Di sisi lain, Hizbullah pun telah menjadi menjelma menjadi kekuatan menakutkan. “Keangkuhan adalah kondisi yang berbahaya,” kata Gatopoulos tentang militer Israel. “Ketika Anda tidak berpikir lawan Anda bisa melawan, Anda meremehkan mereka.”

Dibandingkan dengan 2006, Hizbullah telah berkembang dari sekitar 5.000 tentara yang dikerahkan ke selatan menjadi puluhan ribu pejuang. Para pejuang di Pasukan Radwan elitenya, yang “berlatih di selatan dan mengenal jalan dan medan seperti punggung tangan mereka”, juga diperkirakan berjumlah sekitar 3.000 orang, kata Gatopoulos.

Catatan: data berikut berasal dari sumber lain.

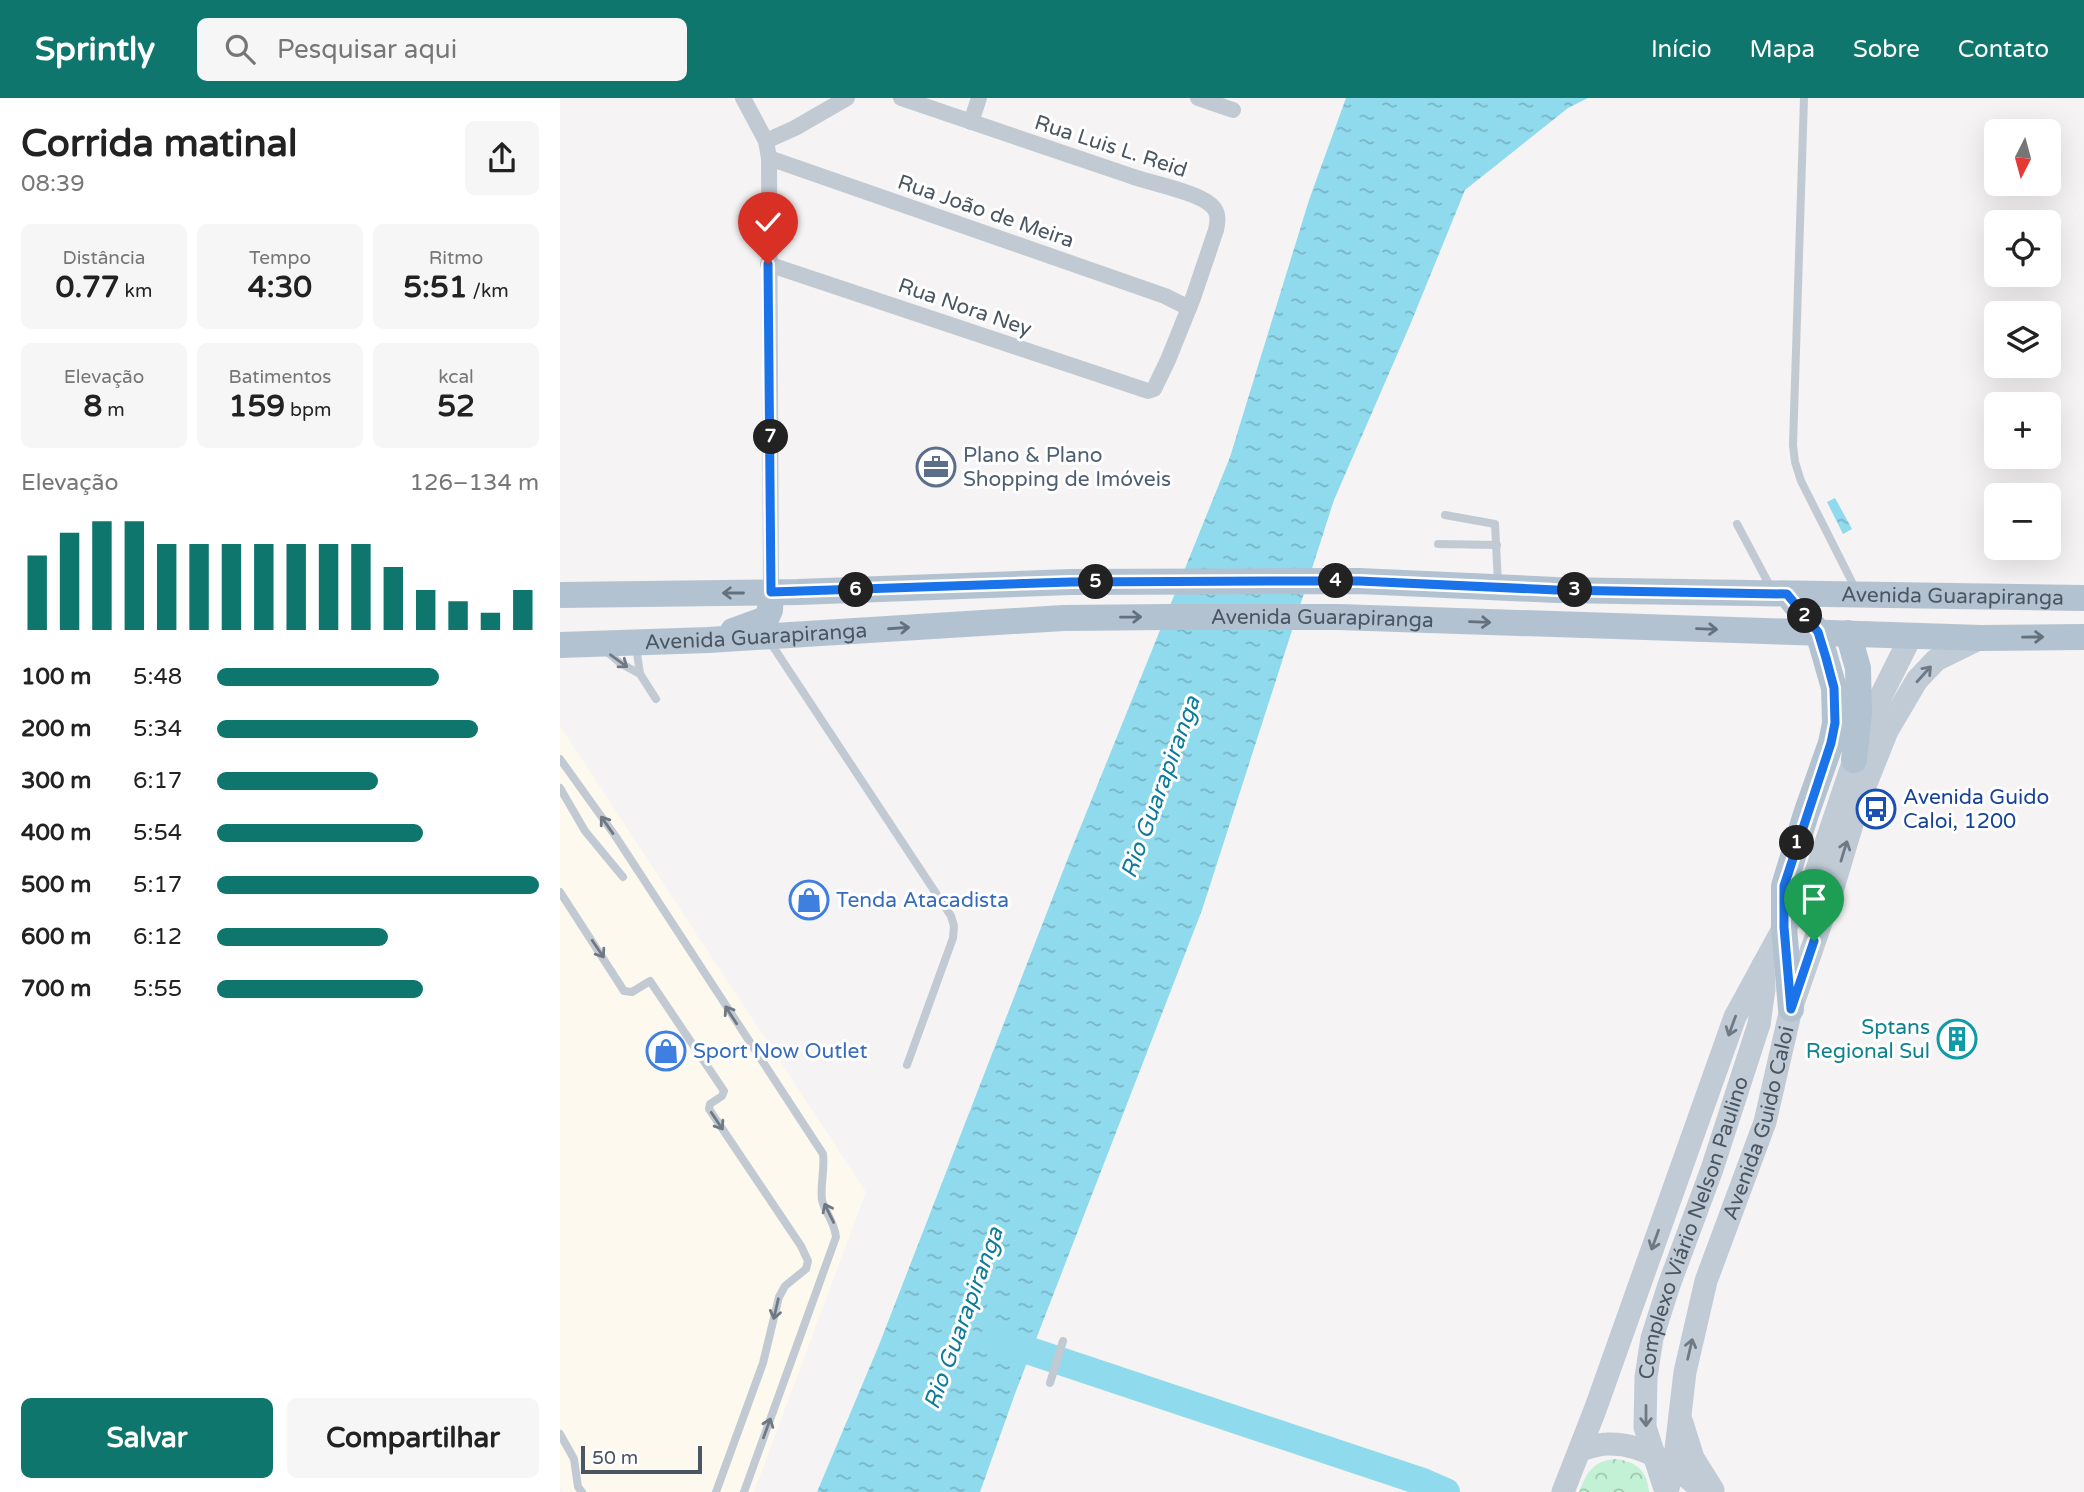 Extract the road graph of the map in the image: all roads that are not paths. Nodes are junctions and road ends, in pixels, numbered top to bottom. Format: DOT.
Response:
graph roads {
  1 [pos="743,98"];
  2 [pos="847,98"];
  3 [pos="901,98"];
  4 [pos="979,98"];
  5 [pos="1199,98"];
  6 [pos="1804,98"];
  7 [pos="1233,110"];
  8 [pos="971,121"];
  9 [pos="766,141"];
  10 [pos="769,158"];
  11 [pos="768,264"];
  12 [pos="1189,308"];
  13 [pos="1445,515"];
  14 [pos="1737,524"];
  15 [pos="1438,544"];
  16 [pos="1497,545"];
  17 [pos="1498,587"];
  18 [pos="771,592"];
  19 [pos="1780,594"];
  20 [pos="560,595"];
  21 [pos="1858,595"];
  22 [pos="1947,596"];
  23 [pos="2084,598"];
  24 [pos="1818,632"];
  25 [pos="1848,633"];
  26 [pos="1910,636"];
  27 [pos="766,637"];
  28 [pos="2084,637"];
  29 [pos="1981,638"];
  30 [pos="708,640"];
  31 [pos="636,643"];
  32 [pos="600,644"];
  33 [pos="560,645"];
  34 [pos="640,674"];
  35 [pos="656,699"];
  36 [pos="560,759"];
  37 [pos="1854,760"];
  38 [pos="560,788"];
  39 [pos="623,877"];
  40 [pos="560,892"];
  41 [pos="1784,927"];
  42 [pos="1763,965"];
  43 [pos="1791,1009"];
  44 [pos="907,1065"];
  45 [pos="1063,1341"];
  46 [pos="1050,1383"];
  47 [pos="1680,1417"];
  48 [pos="560,1434"];
  49 [pos="1580,1450"];
  50 [pos="1674,1466"];
  51 [pos="582,1492"];
  52 [pos="716,1492"];
  53 [pos="744,1492"];
  54 [pos="1563,1492"];
  55 [pos="1666,1492"];
  56 [pos="1705,1492"];
  57 [pos="1714,1492"];
  1 -- 9 [label="street"];
  2 -- 9 [label="street"];
  3 -- 8 [label="street, Rua Luis L. Reid"];
  4 -- 8 [label="street"];
  5 -- 7 [label="street"];
  6 -- 21 [label="lane"];
  8 -- 12 [label="street, Rua Luis L. Reid"];
  9 -- 10 [label="street"];
  10 -- 11 [label="street"];
  10 -- 12 [label="street, Rua João de Meira"];
  11 -- 12 [label="street, Rua Nora Ney"];
  11 -- 18 [label="street"];
  13 -- 16 [label="lane"];
  14 -- 19 [label="lane"];
  15 -- 16 [label="lane"];
  16 -- 17 [label="lane"];
  17 -- 18 [label="main road, Avenida Guarapiranga"];
  17 -- 19 [label="main road, Avenida Guarapiranga"];
  18 -- 20 [label="main road, Avenida Guarapiranga, one-way"];
  18 -- 30 [label="main road"];
  19 -- 21 [label="main road, Avenida Guarapiranga"];
  19 -- 24 [label="main road"];
  21 -- 22 [label="main road, Avenida Guarapiranga"];
  22 -- 23 [label="main road, Avenida Guarapiranga"];
  22 -- 26 [label="main road"];
  24 -- 25 [label="main road, Avenida Guarapiranga"];
  27 -- 24 [label="main road, Avenida Guarapiranga, one-way"];
  24 -- 41 [label="main road"];
  25 -- 26 [label="main road, Avenida Guarapiranga"];
  25 -- 37 [label="main road"];
  26 -- 29 [label="main road, Avenida Guarapiranga"];
  26 -- 37 [label="main road"];
  27 -- 30 [label="main road, Avenida Guarapiranga"];
  27 -- 44 [label="lane"];
  29 -- 28 [label="main road, Avenida Guarapiranga, one-way"];
  43 -- 29 [label="main road, Avenida Guido Caloi, one-way"];
  30 -- 31 [label="main road, Avenida Guarapiranga"];
  31 -- 32 [label="main road, Avenida Guarapiranga"];
  31 -- 34 [label="lane"];
  32 -- 33 [label="main road, Avenida Guarapiranga"];
  32 -- 34 [label="lane, one-way"];
  34 -- 35 [label="lane"];
  53 -- 36 [label="lane, one-way"];
  37 -- 41 [label="main road"];
  38 -- 39 [label="lane"];
  40 -- 52 [label="lane, one-way"];
  41 -- 42 [label="main road"];
  41 -- 43 [label="main road"];
  42 -- 49 [label="main road, one-way"];
  42 -- 55 [label="main road, Complexo Viário Nelson Paulino, one-way, bridge"];
  47 -- 43 [label="main road, Avenida Guido Caloi, one-way"];
  45 -- 46 [label="lane"];
  47 -- 50 [label="main road, Avenida Guido Caloi"];
  47 -- 57 [label="main road"];
  48 -- 51 [label="lane"];
  49 -- 50 [label="main road"];
  49 -- 54 [label="main road"];
  50 -- 55 [label="main road, Avenida Guido Caloi"];
  50 -- 56 [label="main road"];
}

Hizbullah disebut memiliki gudang rudal yang jumlahnya mencapai puluhan ribu. Kelompok ini juga telah mendapatkan pengalaman tempur di Suriah sejak 2013 ketika mereka melakukan intervensi untuk mendukung rezim Bashar al-Assad.

Meskipun militer Israel sekarang dapat mengandalkan armada drone pengintai yang kuat untuk menangkal penyergapan Hizbullah, terowongan tempur bawah tanah masih cenderung memberikan keuntungan militer bagi kelompok Lebanon itu di wilayahnya sendiri.

“Hizbullah juga memiliki pesawat tak berawak, dan mereka dapat melihat pergerakan pasukan Israel jauh lebih baik daripada yang mereka lakukan pada 2006,” kata Gatopoulos. “Kedua belah pihak memiliki mata di medan perang [tetapi] jika Anda memiliki [kemampuan] bawah tanah yang tidak diketahui musuh, itu memberi Anda kemampuan untuk muncul dan bertempur di tempat dan arah yang Anda pilih yang akan mengejutkan musuh.”

“Jika Anda ingin menciptakan zona penyangga, Anda harus mempertahankan pasukan di lapangan. Dan mereka menjadi target yang ideal,” katanya. Israel kemudian akan bertindak di luar ruang lingkupnya yang “terbatas” dan melibatkan militernya ke dalam rawa-rawa baru di Lebanon.

Selain itu, Hizbullah memiliki persenjataan besar yang mencakup rudal jarak jauh yang mampu menghantam wilayah Israel dari mana saja di Lebanon, sehingga zona penyangga menjadi mubazir untuk menjamin keamanan wilayah utara.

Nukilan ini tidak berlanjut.